→ **WORK INSTRUCTIONS**
Your result should be the lines holding the word "into", copied from the entries below.

#### MATERIAL FOR THIS EXERCISE

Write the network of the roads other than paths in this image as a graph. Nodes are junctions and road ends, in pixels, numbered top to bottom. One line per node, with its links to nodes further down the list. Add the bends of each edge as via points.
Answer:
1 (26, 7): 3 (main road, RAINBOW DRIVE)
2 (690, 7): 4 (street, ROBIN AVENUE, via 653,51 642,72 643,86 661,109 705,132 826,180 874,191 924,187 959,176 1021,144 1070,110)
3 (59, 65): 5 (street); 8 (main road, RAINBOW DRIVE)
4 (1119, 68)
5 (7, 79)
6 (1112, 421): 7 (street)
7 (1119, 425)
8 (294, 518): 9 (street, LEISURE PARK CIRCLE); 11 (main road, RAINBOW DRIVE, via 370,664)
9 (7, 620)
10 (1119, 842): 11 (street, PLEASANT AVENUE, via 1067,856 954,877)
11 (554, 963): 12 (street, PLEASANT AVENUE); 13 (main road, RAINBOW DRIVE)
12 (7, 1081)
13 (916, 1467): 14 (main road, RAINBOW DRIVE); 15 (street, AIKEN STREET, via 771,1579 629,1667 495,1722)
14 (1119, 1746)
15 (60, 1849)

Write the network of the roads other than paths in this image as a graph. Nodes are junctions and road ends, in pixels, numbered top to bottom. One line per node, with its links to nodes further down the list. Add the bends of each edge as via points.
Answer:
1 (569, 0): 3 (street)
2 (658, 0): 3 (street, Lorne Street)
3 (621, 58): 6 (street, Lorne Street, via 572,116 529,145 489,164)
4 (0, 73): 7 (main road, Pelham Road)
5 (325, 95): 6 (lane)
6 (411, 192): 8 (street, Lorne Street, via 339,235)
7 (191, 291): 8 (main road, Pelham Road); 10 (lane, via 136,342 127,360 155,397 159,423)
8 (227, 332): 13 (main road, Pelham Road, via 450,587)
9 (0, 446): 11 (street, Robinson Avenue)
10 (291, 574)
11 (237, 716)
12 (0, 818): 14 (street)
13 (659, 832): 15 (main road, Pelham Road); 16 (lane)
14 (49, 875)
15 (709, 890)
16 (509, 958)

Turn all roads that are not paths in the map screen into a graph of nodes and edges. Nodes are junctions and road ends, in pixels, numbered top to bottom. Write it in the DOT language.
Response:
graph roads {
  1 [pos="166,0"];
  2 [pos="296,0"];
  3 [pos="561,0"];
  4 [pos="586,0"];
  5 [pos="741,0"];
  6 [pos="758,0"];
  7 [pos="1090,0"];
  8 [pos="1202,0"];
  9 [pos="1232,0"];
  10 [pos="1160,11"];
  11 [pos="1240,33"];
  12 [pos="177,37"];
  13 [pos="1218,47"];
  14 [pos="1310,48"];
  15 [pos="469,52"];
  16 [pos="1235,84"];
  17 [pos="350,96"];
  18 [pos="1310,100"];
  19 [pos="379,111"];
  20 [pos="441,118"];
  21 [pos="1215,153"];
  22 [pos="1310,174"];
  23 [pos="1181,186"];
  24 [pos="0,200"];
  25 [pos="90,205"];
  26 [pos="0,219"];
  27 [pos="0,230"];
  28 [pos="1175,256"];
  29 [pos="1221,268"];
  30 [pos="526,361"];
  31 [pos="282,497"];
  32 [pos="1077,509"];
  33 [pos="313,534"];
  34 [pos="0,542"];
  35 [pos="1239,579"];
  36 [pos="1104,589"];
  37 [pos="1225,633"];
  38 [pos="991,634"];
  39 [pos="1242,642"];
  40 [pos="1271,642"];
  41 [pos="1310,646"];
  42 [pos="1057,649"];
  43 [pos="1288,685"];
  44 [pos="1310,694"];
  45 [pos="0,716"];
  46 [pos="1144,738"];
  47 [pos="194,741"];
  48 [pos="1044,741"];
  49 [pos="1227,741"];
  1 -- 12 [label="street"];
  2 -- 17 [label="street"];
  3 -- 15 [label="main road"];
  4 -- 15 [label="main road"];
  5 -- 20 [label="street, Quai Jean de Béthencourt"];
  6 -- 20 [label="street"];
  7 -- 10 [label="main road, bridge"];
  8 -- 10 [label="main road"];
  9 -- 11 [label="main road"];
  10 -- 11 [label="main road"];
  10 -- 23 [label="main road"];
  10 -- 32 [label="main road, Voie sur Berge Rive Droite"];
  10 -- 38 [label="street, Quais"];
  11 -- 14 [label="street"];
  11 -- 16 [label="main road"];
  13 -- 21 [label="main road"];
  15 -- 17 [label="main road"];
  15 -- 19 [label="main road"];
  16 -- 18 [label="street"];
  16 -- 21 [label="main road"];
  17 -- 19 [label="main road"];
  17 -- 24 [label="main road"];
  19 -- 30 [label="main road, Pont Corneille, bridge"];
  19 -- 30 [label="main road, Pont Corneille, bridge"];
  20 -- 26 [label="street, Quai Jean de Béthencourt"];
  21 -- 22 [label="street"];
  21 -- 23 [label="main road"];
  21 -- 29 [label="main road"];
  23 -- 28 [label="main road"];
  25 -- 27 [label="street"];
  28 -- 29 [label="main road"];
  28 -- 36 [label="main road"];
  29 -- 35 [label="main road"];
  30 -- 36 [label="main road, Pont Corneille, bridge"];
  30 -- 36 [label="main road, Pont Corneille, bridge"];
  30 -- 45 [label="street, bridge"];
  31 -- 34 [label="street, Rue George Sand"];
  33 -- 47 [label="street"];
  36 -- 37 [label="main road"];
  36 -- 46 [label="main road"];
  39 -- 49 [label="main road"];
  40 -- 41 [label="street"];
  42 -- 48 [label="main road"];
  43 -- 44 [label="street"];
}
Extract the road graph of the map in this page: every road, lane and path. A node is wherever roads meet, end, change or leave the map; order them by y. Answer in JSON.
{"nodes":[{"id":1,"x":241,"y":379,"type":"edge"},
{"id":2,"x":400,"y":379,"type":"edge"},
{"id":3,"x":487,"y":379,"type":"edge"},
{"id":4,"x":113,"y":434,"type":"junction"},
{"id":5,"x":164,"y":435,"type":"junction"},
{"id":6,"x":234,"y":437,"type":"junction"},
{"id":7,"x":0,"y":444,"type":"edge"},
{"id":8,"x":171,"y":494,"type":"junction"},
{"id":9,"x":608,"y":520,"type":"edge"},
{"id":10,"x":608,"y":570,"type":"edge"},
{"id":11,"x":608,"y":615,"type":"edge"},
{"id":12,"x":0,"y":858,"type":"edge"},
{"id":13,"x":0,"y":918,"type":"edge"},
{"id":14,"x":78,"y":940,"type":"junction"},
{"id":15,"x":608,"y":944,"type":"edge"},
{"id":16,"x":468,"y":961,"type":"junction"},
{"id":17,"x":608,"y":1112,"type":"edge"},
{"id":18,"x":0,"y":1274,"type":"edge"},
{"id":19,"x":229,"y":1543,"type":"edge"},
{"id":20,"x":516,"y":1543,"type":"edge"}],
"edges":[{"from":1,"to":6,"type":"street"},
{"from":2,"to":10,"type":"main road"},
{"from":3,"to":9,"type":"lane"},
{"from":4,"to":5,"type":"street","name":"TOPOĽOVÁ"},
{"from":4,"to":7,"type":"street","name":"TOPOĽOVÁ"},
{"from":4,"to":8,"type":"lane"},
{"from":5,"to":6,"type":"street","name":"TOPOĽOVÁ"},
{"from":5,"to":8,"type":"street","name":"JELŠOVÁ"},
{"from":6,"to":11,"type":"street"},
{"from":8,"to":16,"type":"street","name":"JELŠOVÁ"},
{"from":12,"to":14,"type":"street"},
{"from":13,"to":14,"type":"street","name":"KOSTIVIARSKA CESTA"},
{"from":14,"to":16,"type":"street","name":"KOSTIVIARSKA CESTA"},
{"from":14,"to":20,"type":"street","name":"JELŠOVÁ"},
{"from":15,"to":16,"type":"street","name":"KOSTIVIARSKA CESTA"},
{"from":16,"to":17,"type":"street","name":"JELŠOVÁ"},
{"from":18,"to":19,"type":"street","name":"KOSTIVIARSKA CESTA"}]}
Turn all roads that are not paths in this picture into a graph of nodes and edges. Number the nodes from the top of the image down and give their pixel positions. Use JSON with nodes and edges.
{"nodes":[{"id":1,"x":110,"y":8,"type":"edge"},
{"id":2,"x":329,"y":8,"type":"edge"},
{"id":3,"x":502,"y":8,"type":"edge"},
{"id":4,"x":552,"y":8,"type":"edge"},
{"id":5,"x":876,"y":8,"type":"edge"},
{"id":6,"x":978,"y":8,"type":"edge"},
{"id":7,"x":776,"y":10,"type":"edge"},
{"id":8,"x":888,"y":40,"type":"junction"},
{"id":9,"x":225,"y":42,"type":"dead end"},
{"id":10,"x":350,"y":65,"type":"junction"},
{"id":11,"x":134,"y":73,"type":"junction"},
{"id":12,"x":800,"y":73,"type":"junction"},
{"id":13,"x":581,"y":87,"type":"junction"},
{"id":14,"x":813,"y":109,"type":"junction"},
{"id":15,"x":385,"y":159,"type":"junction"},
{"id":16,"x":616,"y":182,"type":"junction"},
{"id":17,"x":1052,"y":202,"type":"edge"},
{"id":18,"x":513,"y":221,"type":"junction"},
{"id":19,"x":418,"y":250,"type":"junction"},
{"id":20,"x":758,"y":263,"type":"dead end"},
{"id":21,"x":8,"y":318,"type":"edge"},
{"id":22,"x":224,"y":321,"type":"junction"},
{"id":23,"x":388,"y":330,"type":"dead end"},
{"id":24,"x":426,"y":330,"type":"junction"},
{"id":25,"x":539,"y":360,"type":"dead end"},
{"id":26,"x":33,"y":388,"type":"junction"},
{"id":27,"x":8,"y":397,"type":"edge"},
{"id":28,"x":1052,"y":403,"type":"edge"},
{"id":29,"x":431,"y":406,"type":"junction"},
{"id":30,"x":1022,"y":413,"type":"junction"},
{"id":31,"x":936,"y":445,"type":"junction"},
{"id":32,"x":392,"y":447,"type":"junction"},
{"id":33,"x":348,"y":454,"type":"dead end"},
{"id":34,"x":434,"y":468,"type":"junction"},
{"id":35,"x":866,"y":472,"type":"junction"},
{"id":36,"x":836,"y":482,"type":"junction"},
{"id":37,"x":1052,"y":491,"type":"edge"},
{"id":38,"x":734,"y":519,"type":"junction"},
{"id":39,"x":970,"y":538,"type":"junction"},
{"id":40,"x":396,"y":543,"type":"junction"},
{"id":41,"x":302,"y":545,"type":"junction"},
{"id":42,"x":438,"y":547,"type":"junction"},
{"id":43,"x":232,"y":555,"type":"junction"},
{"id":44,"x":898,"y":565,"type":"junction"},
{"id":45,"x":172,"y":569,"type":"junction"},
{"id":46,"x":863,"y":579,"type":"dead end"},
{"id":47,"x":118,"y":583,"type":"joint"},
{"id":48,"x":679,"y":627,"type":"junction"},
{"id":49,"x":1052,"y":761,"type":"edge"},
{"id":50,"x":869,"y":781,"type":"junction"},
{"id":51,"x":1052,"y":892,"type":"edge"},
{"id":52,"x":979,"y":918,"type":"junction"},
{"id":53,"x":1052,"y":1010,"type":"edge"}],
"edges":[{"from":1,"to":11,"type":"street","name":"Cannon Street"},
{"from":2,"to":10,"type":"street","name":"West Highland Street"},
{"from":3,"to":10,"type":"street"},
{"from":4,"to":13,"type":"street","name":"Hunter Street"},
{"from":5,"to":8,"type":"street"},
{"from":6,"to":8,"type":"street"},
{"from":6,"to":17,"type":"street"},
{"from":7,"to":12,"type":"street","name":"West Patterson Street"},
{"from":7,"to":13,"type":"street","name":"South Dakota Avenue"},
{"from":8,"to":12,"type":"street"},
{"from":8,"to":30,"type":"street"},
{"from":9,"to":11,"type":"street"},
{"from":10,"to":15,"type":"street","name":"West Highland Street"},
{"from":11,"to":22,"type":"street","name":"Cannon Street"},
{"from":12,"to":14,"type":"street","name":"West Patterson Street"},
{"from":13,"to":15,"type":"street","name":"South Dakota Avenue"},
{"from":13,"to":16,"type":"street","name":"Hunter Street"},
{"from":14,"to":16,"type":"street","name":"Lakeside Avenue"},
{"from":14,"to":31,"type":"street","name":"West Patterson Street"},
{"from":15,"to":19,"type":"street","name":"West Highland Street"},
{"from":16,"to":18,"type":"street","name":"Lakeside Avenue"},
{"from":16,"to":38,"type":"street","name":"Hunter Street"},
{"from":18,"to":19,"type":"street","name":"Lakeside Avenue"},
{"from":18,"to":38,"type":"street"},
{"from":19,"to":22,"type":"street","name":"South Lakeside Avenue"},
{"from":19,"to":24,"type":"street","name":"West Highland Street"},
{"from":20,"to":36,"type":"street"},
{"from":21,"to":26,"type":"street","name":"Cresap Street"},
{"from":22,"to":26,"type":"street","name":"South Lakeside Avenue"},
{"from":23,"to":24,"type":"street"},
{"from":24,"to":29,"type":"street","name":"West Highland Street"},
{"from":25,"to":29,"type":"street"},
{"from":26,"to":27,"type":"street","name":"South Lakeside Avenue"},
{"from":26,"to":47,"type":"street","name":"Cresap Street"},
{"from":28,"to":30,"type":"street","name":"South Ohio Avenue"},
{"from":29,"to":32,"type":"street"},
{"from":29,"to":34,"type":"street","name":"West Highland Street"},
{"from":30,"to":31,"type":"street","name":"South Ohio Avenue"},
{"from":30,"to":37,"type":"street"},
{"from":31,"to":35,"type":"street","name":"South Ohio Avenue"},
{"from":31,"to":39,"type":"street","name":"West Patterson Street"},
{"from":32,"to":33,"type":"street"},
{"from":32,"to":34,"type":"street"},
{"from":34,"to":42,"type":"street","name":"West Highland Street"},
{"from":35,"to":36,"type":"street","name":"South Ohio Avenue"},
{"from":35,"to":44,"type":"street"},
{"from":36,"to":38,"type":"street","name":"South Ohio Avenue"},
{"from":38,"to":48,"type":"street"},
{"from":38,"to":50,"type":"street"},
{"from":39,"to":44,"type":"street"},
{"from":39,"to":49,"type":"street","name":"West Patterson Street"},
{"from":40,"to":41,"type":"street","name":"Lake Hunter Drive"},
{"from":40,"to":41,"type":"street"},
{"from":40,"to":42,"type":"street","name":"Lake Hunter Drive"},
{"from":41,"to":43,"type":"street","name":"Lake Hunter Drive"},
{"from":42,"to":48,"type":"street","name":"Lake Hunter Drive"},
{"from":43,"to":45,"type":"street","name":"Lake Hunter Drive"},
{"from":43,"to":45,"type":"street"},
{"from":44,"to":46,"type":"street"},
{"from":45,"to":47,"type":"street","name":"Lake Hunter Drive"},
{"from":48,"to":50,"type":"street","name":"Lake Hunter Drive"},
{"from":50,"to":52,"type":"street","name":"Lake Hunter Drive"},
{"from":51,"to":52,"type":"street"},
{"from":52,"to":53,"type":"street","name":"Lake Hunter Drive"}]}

########

→ **SOLVED EXERCISE**
Turn all roads that are not paths in the map screen into a graph of nodes and edges. Nodes are junctions and road ends, in pixels, numbered top to bottom. Write it in the DOT language.
Turn all roads that are not paths in this picture into a graph of nodes and edges. Number the nodes from the top of the image down and give their pixel positions. Use JSON with nodes and edges.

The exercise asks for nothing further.